Stop the anti-Arab ban!

Submitted by martin on 10 January, 2003 - 6:21

From Solidarity 3/21, 11 January 2003
Israel: democratic rights under attack
By Mark Osborn

Stop press: FROM YEHUDITH HAREL
THE ISRAELI HIGH COURT HAS OVERTURNED THE DECISION TAKEN BY THE ELECTION COMMISSION TO BAN BALAD AND MK'S BISHARA AND TIBI. THIS HAS BEEN A MOST IMPORTANT DECISION AND IT MAY GIVE ALL OF US THE OPPORTUNITY TO STRUGGLE FOR THE CONSOLIDATION OF ISRAELI DEMOCRACY, RENDERING ISRAEL INTO A STATE FOR ALL ITS CITIZENS.

The General Election Committee has decided to disqualify an election list and two Arab members of the Israeli parliament, the Knesset, from taking part in the 28 January general election.
Hundreds of Israeli Jewish and Arab peace activists demonstrated on Tuesday 7 January outside the Supreme Court Building in Jerusalem during the appeals made by Knesset members Ahmed Tibi and Azmi Bishara, and the Balad (National Democratic Assembly) Party - Bishara's Knesset list. The protest slogans were "Defend democracy, stop Apartheid!" and "Expelling the Arabs is expelling democracy!"
As Solidarity goes to press we are still awaiting the Court's verdict.

The Israeli peace group Gush Shalom declared: "The representatives of the right wing are pushing the Palestinian citizens of Israel outside the boundaries of Israeli democracy. The right-wingers try to entrench their own position. What worries them is the political power of the Palestinian citizens of Israel, and their political convictions, which are contrary to those of the Right, and which support the achievement of a political compromise between the two peoples."

Israeli attorney general Elyakim Rubenstein has claimed that Bishara supported Palestinian suicide bombings and wanted Arab states to destroy Israel.

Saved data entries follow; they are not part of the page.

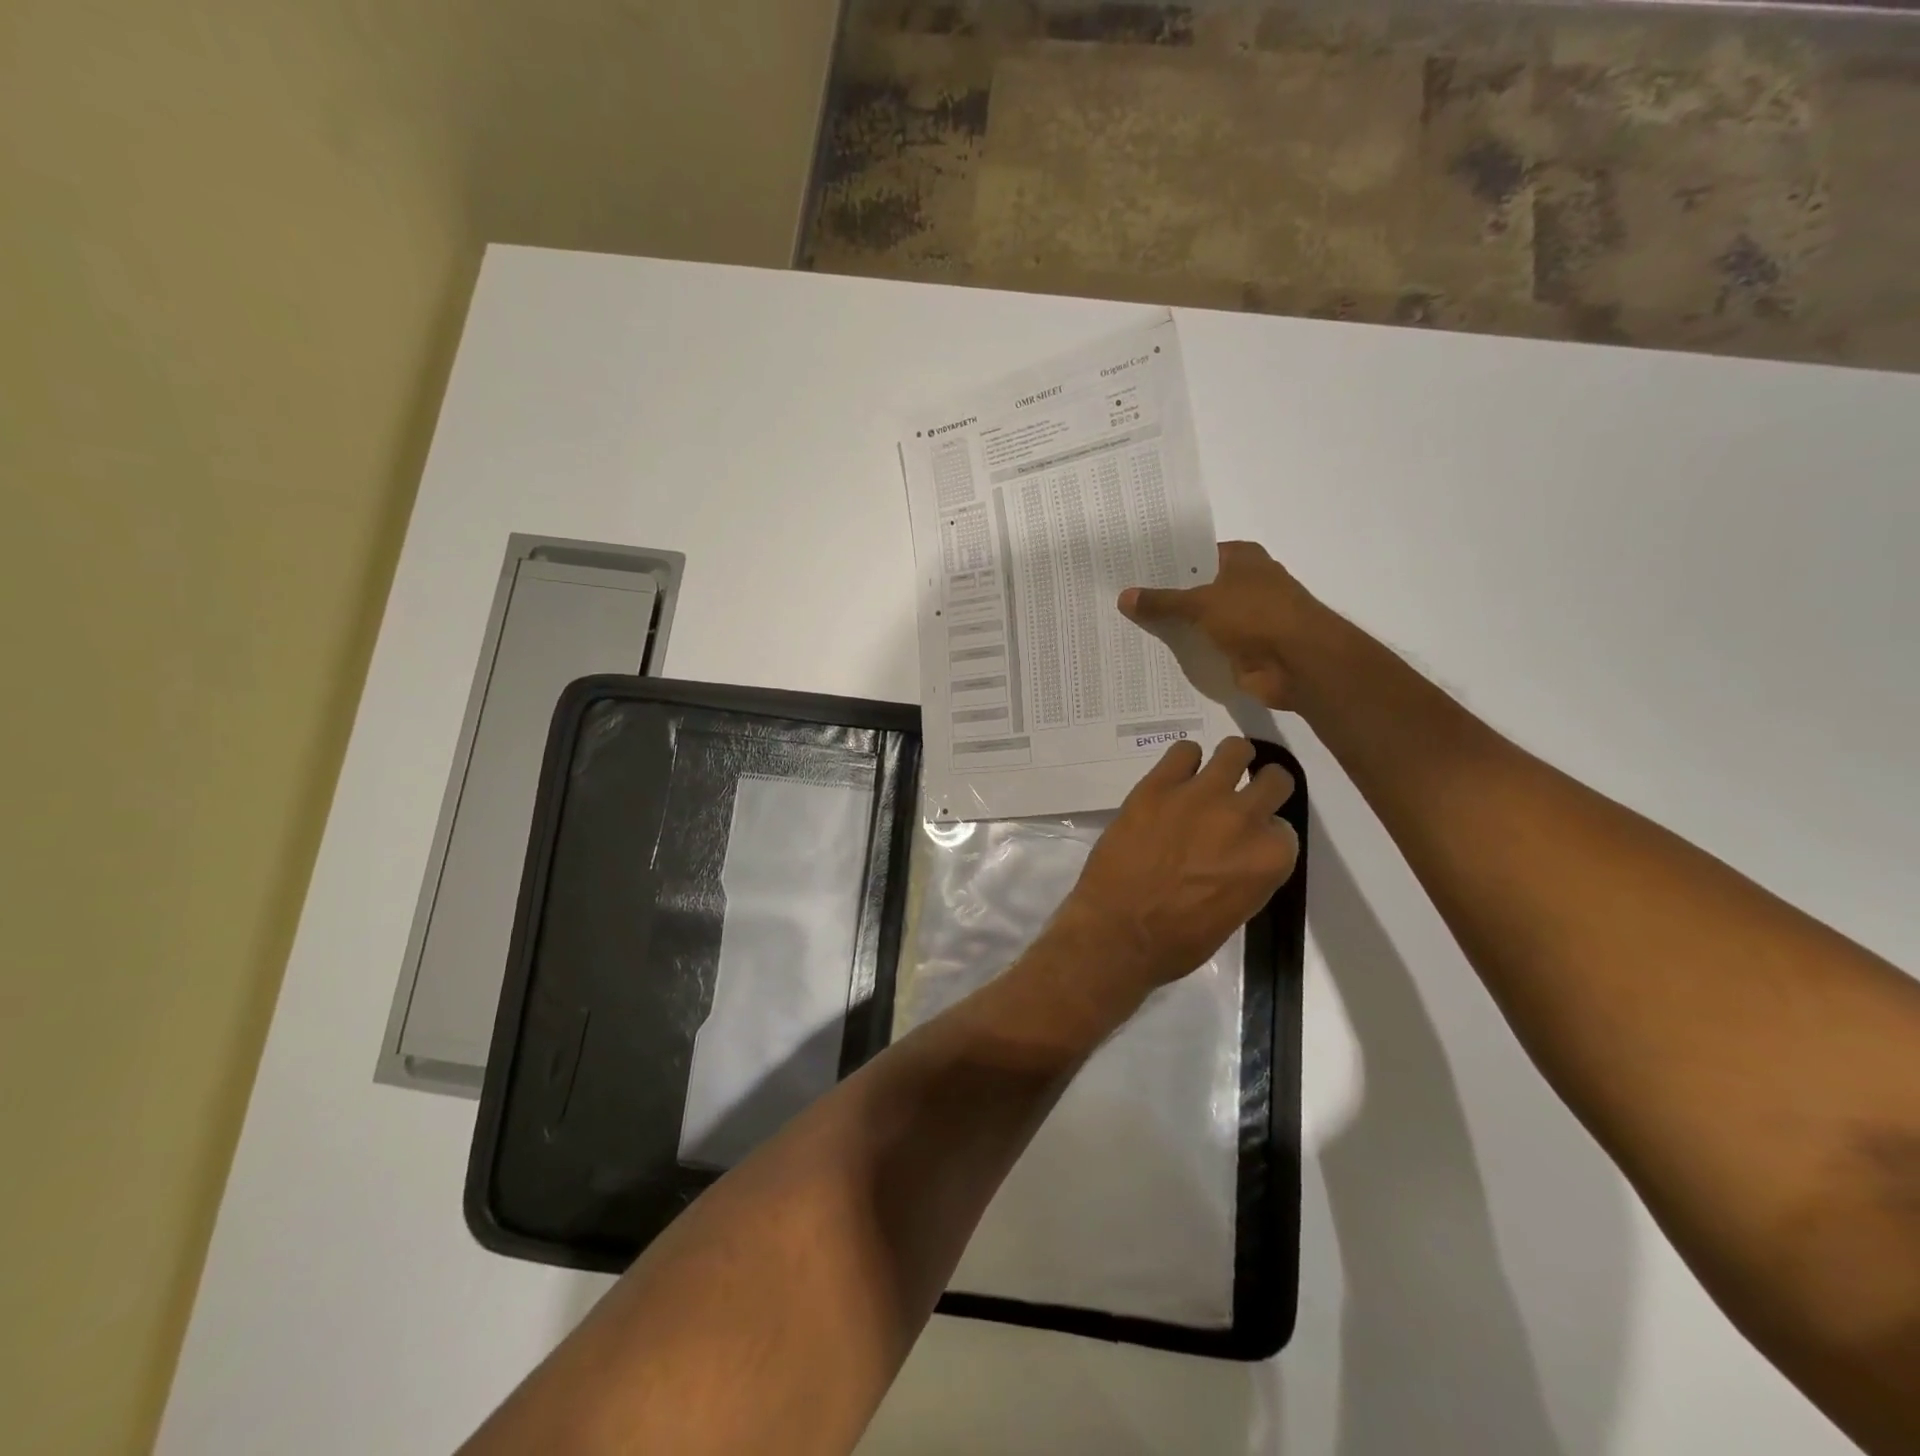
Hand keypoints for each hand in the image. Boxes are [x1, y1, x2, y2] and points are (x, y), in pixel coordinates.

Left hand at [1050, 737, 1299, 991]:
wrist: (1117, 931)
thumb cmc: (1178, 940)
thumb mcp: (1235, 912)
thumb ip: (1246, 873)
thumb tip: (1237, 852)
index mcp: (1270, 858)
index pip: (1283, 827)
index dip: (1264, 832)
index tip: (1247, 839)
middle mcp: (1244, 818)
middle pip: (1274, 779)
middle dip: (1261, 787)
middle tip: (1239, 798)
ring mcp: (1201, 795)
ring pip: (1235, 750)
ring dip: (1229, 760)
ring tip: (1212, 775)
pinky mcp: (1158, 785)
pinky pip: (1183, 750)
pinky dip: (1182, 762)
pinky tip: (1174, 777)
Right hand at [1119, 541, 1318, 709]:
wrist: (1299, 663)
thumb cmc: (1256, 615)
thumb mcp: (1202, 602)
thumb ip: (1163, 601)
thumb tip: (1123, 596)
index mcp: (1241, 558)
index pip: (1195, 554)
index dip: (1165, 562)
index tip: (1130, 570)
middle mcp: (1243, 584)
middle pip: (1194, 588)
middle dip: (1163, 596)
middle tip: (1119, 600)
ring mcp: (1242, 619)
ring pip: (1197, 620)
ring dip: (1172, 627)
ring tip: (1126, 626)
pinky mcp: (1239, 650)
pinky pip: (1203, 647)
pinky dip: (1184, 651)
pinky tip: (1150, 654)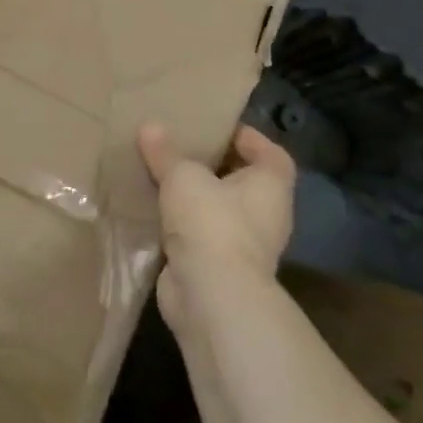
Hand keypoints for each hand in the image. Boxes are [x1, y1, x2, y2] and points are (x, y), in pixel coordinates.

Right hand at [138, 123, 295, 333]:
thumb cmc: (211, 221)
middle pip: (243, 182)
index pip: (272, 155)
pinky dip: (181, 223)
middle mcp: (266, 216)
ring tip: (162, 175)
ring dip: (195, 197)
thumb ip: (166, 152)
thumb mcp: (182, 176)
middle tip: (182, 147)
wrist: (210, 294)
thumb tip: (150, 127)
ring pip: (219, 210)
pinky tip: (154, 209)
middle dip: (214, 166)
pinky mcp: (218, 267)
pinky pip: (200, 234)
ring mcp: (244, 245)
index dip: (250, 138)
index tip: (218, 128)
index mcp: (270, 187)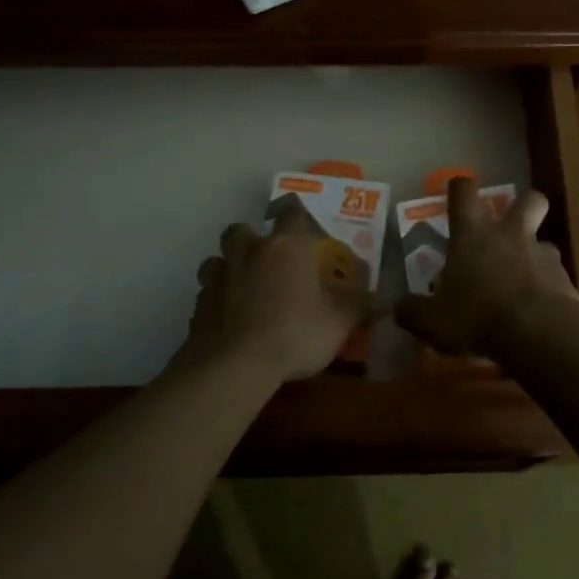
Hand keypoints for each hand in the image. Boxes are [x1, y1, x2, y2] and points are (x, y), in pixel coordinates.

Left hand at [181, 205, 371, 383]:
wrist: (235, 366)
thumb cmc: (294, 333)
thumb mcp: (338, 323)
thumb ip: (357, 306)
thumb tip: (380, 300)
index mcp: (285, 246)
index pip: (291, 212)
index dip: (298, 217)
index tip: (306, 230)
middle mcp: (248, 252)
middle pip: (241, 229)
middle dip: (252, 240)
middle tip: (268, 261)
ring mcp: (218, 277)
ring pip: (217, 259)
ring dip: (228, 268)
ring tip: (243, 289)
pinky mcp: (198, 306)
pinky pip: (207, 293)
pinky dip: (217, 300)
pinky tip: (228, 320)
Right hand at [395, 178, 578, 358]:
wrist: (539, 335)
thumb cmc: (477, 317)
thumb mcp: (432, 321)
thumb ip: (413, 312)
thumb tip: (399, 308)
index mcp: (473, 235)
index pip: (464, 193)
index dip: (460, 187)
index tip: (458, 190)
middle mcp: (510, 236)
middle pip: (528, 199)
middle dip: (522, 205)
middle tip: (510, 226)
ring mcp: (543, 255)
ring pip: (544, 241)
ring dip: (534, 255)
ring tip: (522, 282)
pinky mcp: (566, 281)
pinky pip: (556, 278)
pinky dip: (548, 289)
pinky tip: (538, 313)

Bishara states: "I have never called for armed struggle. I have always opposed suicide bombs… [I support] resistance to occupation [through] strikes and mass rallies."

Ahmed Tibi, was elected on the on the Hadash list, a front of the Israeli Communist Party. The Hadash programme states that they support "the Palestinian people's right to establish its own independent and sovereign state in the territories alongside the State of Israel… and secure borders between the State of Israel and the Palestinian State and the Arab countries… [we make an] unequivocal condemnation of attacks on innocent Israelis and Palestinians."

One in five Israeli citizens are Arabs. These moves are a further attempt to intimidate Arab Israeli citizens into political silence.

The banning moves take place in the context of an increasingly bitter Israeli election campaign. The Israeli Labour Party is attempting to open up political space between themselves and Ariel Sharon's Likud after sharing power as junior coalition partners until the end of October 2002. By taking government posts they took some political responsibility for the brutal clampdown in the Occupied Territories. However former Labour leader Ehud Barak has now stated that "the real terror collaborators are the Likud leaders", and the new Labour leader, Amram Mitzna, has pledged to renew negotiations with the Palestinians.

Likud has been rocked by financial and vote-rigging scandals and has been rapidly losing support (mainly to other right wing parties). An Army Radio poll released on Wednesday 7 January showed that nearly a third of the Israeli public believes Prime Minister Ariel Sharon is unworthy of serving as prime minister.

Sharon recently sacked deputy minister Naomi Blumenthal after she refused to co-operate with police and maintained silence over charges that she was involved in granting favours to Likud Central Committee members prior to the party primaries in which she was a candidate.